Offering a lens for exploring negotiated and coordinated dimensions of care, Armstrong (2019) defines the ‘right (not) to care’ as the right to provide or not provide some forms of care work, to receive or not receive care, with conditions that make those rights and forms of work possible and even rewarding (see also Armstrong and Klostermann, in press). Such an understanding of the ‘right (not) to care’ is informed both by the work of care ethicists, who take seriously the notion that ‘everyone is entitled to receive adequate care throughout life’ (Tronto, 2006, p 19; see also Daly, 2013), and by feminist political economists, who are attentive to how women are conscripted or coerced into caring, with ‘diverse forms of coercion that have induced women to assume responsibility for caring for family members and that have tracked poor, racial minority and immigrant women into positions entailing caring for others’ (Glenn, 2010, p 5). The ‘right (not) to care’ is a matter of gender and intersectional inequities, with gender, racial, class/income and citizenship relations shaping who can access care, who is tracked into care roles and who is prevented from being able to care (for example, without adequate support or resources). In terms of choice, it’s notable that unpaid care is often a result of coercion and isn’t always something people have a choice in whether to provide or not, particularly when the welfare state is not able to meet people’s needs (Overgaard, 2019; Armstrong and Klostermann, in press).

This chapter explicates organisational relations in several Ontario nursing homes, and circulating narratives of care and disability, through an analysis of how residents make sense of, respond to and negotiate their own and others’ care needs. I focus on the contributions residents make to care as they foster and navigate relationships and negotiate complex relations of support in the context of privatisation and late neoliberalism. I bring into view care and social glue activities that residents engage in and create, looking at the work that residents do to strategically respond to their own and others’ care needs. My analysis captures the dynamics of paid and unpaid care work in Ontario nursing homes, while also shining a light on negotiated practices, meanings and relations of care and disability. Following Smith (2005), I apply an expanded definition of ‘work’ to account for ‘anything done by people that takes time and effort, that they mean to do, that is done under definite conditions’ (pp 151–2). I attend in particular to social glue activities ‘that sustain individuals and communities and the bonds between them’ (Baines et al, 2020; see also Fraser, 2016, p 2). I also recognise that such activities ‘contain an eliminable personal element. They are, by definition, interpersonal, involving intersubjective communication and in some cases, physical touching’ (Fraser, 2016, p 7; see also Baines et al, 2020, p 455). With a focus on how residents negotiate the circumstances of their lives, including in everyday talk, my aim is to link their practices to social and organisational relations, while also elaborating on how those relations are and can be reshaped (Klostermann, 2019, 2021).

I draw on rapid, team-based, site-switching ethnographic research (Armstrong and Lowndes, 2018) conducted at three non-profit, municipal and unionised care facilities in central and eastern Ontario. In keeping with other chapters in this collection, I use feminist political economy to attend to, theorise and explicate the unpaid work that people do in care homes as a form of privatisation that can be attributed to inadequate public sector support for care (Armstrong and Armstrong, 2019). I also use some rhetorical analysis tools to analyse how people framed their work or positioned themselves in our conversations, which helps me to reveal dimensions of social organisation in everyday talk (Klostermann, 2019). I shine a light on organisational logics and relations of care, aging and disability. In Ontario, it’s not just that an aging population has increased demand for care, but that a lack of investment and a shortage of beds has kept people on waiting lists, which means they are entering later in life with more complex needs.
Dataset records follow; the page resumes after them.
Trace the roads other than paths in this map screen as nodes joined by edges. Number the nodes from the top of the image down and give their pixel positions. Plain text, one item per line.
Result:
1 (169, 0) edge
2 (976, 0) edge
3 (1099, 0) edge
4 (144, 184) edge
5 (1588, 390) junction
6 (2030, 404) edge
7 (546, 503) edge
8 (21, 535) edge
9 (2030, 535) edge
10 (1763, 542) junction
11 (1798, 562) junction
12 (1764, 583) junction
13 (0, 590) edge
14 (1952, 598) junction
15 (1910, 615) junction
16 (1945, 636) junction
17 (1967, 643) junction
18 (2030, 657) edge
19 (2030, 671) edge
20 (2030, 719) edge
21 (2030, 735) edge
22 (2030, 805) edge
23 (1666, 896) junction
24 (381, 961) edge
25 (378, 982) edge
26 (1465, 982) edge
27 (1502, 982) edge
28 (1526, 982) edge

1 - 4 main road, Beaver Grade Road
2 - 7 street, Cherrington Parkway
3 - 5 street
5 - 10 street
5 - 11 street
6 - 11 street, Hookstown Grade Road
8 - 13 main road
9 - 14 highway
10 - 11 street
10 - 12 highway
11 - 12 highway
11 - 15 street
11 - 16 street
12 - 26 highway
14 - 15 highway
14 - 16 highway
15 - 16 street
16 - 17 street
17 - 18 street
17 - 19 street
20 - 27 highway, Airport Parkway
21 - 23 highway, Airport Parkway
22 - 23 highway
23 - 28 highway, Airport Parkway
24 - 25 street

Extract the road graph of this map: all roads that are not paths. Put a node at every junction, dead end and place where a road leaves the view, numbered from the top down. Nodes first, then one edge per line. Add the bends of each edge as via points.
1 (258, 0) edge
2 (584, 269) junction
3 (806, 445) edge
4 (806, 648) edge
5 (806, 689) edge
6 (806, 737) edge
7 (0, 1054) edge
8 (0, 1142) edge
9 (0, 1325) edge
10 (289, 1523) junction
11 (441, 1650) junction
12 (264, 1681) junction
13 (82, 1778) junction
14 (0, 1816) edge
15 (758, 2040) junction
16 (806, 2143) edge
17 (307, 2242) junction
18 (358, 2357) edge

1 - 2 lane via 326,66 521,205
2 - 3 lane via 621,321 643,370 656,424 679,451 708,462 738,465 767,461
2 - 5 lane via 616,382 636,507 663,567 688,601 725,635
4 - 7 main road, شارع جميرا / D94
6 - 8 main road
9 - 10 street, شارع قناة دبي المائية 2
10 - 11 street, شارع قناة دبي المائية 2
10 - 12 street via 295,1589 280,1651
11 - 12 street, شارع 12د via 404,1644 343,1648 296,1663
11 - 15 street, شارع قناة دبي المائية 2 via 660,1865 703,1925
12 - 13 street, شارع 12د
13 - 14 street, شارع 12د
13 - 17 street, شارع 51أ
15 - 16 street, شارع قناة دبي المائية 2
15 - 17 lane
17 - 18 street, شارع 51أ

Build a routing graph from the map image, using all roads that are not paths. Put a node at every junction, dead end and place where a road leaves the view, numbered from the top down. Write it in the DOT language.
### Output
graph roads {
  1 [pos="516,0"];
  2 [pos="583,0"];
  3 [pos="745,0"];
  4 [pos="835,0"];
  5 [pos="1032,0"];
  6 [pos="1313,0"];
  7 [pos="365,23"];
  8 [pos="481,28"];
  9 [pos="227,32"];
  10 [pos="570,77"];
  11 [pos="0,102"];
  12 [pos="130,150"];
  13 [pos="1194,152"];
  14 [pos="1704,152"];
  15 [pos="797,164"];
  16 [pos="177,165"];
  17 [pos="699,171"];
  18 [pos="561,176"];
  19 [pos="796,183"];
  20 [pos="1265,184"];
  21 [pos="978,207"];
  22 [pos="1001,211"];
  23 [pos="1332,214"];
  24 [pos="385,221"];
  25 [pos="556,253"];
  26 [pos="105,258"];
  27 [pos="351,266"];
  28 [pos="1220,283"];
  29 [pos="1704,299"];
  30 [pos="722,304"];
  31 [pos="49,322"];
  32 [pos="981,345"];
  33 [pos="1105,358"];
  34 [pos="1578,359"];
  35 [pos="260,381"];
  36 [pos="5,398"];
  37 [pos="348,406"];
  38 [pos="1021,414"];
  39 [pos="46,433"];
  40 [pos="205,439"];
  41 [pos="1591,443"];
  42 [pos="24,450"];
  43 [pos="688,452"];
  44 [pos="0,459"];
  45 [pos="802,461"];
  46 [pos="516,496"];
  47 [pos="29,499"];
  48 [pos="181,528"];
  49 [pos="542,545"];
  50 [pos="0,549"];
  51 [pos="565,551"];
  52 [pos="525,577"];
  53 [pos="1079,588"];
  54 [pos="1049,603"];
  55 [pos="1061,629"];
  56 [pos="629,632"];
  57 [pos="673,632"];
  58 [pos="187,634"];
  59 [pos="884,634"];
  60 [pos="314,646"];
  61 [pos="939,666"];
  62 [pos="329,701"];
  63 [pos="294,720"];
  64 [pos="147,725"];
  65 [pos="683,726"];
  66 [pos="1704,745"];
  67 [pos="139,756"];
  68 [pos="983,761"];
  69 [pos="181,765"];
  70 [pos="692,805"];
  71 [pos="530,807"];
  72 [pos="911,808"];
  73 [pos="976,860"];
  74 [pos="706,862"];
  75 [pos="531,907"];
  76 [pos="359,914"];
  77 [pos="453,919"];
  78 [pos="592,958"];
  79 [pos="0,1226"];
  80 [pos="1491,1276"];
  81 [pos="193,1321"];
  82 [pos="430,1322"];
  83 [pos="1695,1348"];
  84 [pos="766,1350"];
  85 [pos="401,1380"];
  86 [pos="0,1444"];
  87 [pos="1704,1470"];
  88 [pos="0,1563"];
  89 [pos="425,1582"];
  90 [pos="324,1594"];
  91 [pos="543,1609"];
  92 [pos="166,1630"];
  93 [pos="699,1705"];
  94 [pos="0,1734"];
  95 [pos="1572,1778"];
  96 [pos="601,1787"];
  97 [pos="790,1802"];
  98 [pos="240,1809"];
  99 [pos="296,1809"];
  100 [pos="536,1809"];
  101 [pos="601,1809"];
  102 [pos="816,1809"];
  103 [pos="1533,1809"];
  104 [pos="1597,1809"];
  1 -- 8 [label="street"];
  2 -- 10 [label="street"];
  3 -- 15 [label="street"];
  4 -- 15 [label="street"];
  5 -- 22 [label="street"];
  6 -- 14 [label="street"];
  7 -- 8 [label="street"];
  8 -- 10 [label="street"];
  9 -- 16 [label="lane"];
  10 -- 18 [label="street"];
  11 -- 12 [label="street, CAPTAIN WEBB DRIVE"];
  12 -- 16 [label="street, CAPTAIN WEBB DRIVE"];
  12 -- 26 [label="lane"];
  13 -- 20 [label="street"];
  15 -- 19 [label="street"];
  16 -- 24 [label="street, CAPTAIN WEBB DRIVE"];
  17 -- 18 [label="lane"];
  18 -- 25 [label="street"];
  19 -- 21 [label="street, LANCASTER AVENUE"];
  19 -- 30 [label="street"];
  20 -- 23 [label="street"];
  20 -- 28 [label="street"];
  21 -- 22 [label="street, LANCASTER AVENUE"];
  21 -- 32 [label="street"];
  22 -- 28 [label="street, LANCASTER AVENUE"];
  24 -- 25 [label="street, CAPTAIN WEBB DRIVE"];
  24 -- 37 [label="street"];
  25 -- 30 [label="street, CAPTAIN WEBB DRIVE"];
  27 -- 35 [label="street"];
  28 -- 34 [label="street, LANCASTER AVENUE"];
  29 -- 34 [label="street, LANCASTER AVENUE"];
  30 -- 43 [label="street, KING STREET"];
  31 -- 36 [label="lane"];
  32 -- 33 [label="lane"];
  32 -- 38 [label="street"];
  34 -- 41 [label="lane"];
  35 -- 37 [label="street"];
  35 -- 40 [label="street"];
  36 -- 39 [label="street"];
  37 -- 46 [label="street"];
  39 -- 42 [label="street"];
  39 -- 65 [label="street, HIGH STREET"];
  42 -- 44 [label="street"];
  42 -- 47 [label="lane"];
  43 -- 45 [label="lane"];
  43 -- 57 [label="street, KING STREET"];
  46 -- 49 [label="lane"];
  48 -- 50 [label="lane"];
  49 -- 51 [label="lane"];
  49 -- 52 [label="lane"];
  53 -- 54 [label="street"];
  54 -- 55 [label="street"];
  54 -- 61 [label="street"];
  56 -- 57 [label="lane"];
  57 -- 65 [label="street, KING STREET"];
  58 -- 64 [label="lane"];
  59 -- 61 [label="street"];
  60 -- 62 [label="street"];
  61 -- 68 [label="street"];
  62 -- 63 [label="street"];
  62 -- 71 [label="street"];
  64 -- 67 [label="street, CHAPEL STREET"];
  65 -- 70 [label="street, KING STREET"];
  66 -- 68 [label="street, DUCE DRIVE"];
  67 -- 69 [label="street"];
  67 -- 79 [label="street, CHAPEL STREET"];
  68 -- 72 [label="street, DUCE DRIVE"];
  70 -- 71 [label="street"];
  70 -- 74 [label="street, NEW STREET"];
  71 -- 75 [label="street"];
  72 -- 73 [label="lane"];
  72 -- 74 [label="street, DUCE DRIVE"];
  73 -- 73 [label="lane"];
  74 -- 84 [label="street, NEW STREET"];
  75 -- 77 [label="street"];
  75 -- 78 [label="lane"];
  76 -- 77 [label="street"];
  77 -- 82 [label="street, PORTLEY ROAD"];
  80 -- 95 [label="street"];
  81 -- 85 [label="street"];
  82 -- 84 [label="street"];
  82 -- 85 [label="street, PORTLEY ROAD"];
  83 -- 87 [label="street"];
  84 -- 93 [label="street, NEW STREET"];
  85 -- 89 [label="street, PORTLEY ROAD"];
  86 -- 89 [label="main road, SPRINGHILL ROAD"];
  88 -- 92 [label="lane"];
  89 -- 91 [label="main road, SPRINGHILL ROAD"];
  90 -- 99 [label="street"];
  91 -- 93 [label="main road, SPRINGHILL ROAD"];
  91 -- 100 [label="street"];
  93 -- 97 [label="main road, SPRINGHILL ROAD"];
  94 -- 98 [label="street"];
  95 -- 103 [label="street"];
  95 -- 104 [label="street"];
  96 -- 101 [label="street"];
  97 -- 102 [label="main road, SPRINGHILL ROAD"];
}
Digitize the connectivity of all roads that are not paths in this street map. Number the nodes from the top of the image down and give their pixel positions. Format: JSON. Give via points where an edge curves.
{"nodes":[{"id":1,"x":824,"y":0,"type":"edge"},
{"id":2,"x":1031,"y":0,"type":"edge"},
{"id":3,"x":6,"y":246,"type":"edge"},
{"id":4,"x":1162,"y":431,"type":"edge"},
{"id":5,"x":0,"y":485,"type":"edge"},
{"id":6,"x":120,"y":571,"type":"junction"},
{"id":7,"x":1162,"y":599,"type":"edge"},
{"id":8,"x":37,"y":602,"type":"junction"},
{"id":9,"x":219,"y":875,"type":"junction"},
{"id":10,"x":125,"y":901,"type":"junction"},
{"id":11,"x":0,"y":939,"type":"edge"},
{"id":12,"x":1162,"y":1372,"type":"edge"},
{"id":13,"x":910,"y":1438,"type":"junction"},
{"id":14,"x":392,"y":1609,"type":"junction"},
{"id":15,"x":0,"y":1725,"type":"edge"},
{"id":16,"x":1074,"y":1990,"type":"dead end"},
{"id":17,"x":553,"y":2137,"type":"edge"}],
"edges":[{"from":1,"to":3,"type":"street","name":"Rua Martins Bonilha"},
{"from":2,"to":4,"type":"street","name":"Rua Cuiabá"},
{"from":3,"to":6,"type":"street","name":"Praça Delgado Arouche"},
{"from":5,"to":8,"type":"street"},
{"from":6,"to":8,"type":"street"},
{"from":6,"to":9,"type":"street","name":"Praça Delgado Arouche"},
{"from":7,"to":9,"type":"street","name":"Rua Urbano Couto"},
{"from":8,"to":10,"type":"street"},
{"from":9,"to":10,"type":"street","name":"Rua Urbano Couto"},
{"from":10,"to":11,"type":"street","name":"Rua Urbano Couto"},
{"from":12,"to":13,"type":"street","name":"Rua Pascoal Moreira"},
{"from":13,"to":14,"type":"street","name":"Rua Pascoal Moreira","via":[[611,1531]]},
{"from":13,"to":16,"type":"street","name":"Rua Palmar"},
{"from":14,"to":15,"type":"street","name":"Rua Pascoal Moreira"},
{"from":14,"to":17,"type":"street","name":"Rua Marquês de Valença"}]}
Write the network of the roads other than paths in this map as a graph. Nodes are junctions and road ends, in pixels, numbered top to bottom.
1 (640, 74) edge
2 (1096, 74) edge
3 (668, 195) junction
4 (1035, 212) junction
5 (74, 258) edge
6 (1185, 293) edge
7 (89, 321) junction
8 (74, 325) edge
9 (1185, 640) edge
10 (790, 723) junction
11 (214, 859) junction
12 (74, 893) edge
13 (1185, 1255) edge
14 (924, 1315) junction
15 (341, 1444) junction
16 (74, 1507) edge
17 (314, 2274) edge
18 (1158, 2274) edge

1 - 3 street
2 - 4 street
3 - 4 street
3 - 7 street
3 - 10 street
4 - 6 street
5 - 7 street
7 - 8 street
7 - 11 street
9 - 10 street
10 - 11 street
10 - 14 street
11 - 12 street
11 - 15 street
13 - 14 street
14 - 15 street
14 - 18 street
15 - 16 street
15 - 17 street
With privatisation and neoliberal self-governance (Petersen and Lupton, 1996), the onus falls on individuals to remain healthy, practise self-care or take responsibility for their own and others’ care needs. At care homes stretched thin, individuals are left providing unpaid or additional work to pick up the slack.

Care work, social bonds and the resident who said “no”: situating residents’ embodied practices and possibilities

In what follows, I identify contradictions and complexities in residents’ contributions, considering how residents variously negotiate, coordinate or provide care for themselves and others. Along the way, following research that considers institutional practices that shape how care workers relate to residents (Weirsma and Dupuis, 2010), I elaborate how residents’ practices are organisationally mediated, with staff playing an important role in overseeing, facilitating and at times limiting residents’ contributions and social connections.

        FIELD DIARY

        4 April 2018

The woman in the wheelchair was making rounds around the hallway, with her head down and moving the chair with her feet. She came back to our circle and was confused: she didn’t know where someone was and she was worried about him. The ladies [two residents] were quick to reassure her they didn’t know who she was talking about but they were sure he was fine.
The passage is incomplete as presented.